But if he wishes to be initiated, he must in all things follow her. If she blinks, he must blink. If she is happy, he must be happy also. If she is sad, he too should be sad. As her moods melt one into another, he must go where she goes, and do as she does, not lagging behind but always simultaneously.
He must lose his breath, his heart, his mind to her, cleave to her, follow her, be one with her; move as one, breathe as one, think as one, feel as one, sense as one, as she does instinctively. He must learn the woman”s most basic secret- “wheresoever thou goes’, there also will I go”
So long as a man chooses the imaginary outer freedoms, he is choosing the life of cattle, doomed to wander from one glittering attraction to another. If only a man could use his full attention… give himself as a woman knows how to give herself!

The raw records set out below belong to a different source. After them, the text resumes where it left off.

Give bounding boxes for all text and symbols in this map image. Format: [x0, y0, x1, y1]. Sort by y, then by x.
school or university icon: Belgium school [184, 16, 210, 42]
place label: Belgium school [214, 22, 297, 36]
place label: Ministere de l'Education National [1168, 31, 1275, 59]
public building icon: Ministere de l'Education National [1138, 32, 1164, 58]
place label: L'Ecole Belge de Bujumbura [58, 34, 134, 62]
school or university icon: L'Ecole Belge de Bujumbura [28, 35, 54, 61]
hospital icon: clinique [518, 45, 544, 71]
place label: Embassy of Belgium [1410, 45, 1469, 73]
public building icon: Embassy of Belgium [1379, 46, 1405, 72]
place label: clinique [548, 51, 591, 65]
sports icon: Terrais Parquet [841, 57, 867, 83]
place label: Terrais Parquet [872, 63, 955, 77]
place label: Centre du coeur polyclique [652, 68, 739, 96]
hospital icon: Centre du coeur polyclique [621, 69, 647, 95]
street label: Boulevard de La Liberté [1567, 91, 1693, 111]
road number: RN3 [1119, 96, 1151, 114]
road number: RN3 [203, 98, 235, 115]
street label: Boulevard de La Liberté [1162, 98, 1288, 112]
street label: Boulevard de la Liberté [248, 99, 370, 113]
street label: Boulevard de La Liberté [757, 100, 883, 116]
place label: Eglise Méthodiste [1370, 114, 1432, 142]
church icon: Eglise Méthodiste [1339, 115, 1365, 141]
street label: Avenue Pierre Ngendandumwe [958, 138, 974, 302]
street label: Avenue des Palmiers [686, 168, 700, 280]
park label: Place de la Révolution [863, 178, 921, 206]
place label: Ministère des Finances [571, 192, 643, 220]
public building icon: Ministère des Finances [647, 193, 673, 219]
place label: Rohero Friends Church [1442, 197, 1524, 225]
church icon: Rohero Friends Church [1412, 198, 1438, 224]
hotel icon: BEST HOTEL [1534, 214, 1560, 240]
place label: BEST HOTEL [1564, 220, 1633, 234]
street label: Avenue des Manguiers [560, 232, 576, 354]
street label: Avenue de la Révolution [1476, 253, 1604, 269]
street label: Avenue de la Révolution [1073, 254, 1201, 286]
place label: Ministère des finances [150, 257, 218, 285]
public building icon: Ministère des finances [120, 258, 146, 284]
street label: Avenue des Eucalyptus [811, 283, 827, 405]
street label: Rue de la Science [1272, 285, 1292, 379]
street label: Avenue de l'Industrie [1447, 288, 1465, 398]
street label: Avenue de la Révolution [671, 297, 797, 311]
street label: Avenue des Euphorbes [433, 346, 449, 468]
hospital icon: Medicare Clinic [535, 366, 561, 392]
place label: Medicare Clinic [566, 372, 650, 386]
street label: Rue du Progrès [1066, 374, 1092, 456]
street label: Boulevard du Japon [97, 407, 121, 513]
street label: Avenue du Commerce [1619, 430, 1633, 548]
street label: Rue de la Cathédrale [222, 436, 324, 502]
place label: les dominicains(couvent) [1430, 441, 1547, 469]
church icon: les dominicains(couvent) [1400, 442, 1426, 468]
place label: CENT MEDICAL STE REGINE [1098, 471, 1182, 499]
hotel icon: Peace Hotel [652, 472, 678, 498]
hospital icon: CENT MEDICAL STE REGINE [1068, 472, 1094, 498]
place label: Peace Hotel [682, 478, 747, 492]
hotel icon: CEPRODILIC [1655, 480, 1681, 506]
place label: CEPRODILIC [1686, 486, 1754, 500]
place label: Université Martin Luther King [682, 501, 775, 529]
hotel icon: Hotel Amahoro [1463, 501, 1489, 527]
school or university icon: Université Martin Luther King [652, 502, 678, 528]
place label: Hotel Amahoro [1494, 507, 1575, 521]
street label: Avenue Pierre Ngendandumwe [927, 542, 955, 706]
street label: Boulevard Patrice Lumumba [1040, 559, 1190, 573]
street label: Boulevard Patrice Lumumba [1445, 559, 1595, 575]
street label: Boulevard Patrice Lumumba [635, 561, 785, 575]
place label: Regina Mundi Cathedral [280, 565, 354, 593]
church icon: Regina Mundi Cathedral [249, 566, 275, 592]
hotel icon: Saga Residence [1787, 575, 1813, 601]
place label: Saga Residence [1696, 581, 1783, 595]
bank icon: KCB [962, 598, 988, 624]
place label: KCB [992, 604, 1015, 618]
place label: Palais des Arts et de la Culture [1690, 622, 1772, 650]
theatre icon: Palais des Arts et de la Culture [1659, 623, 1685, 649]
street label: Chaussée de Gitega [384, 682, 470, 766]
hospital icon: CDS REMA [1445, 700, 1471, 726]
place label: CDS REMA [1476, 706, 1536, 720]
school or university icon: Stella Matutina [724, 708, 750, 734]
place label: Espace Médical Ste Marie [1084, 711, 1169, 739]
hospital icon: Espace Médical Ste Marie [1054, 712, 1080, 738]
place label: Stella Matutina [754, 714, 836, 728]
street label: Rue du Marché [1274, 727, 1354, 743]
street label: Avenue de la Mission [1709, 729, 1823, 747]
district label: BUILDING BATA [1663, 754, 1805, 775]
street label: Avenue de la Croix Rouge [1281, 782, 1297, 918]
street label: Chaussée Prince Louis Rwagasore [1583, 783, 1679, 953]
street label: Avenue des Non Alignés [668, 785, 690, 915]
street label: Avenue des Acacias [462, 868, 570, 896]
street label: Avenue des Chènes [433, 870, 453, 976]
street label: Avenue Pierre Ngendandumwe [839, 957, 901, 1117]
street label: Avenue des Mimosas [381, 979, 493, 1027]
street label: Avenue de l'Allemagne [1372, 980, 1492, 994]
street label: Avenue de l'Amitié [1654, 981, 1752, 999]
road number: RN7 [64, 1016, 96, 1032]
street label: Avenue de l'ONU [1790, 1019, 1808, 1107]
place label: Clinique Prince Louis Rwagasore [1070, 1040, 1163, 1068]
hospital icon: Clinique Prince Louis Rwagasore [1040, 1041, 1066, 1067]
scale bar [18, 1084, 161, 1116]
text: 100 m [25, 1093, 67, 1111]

In essence, for a man to achieve what he really wants to achieve, he must learn from a woman to be a woman and, at the same time, maintain his sanity as he loses his gender-identification and discovers what a woman really is.

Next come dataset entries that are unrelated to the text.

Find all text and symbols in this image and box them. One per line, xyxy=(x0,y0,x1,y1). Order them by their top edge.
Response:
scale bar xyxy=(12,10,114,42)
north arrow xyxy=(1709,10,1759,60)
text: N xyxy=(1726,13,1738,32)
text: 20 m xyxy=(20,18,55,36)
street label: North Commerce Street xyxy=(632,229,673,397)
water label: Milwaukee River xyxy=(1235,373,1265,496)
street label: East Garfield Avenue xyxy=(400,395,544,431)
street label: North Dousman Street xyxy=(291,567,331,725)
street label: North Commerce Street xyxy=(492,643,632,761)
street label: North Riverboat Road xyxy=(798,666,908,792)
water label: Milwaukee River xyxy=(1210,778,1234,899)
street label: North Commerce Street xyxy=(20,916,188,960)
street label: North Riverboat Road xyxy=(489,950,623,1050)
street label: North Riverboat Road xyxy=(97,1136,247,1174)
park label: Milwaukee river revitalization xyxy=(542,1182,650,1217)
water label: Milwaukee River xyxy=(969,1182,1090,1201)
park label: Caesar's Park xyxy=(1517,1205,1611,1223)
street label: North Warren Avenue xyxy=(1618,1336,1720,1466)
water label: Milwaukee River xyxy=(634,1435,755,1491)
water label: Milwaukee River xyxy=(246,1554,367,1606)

If a woman hopes to accomplish her own fulfillment, she must find a real man who is willing to penetrate these deep inner secrets of a woman in order to attain the real depth of a relationship. Such a man is called an alchemist.
 Pity a woman; she cannot tell what she knows; to protect his fragile vanity, she must appear passive, she must wait, she must be very cautious. She  must not frighten her man.
She can only reveal herself when he actually has found his way through the labyrinth and arrives at her chamber. By this time, he will have lost much of what he imagined himself to be as a man; the fire will have burned away his gender pride, and he will be able to confront himself and her as two sides of the same coin. This is the true journey that beckons.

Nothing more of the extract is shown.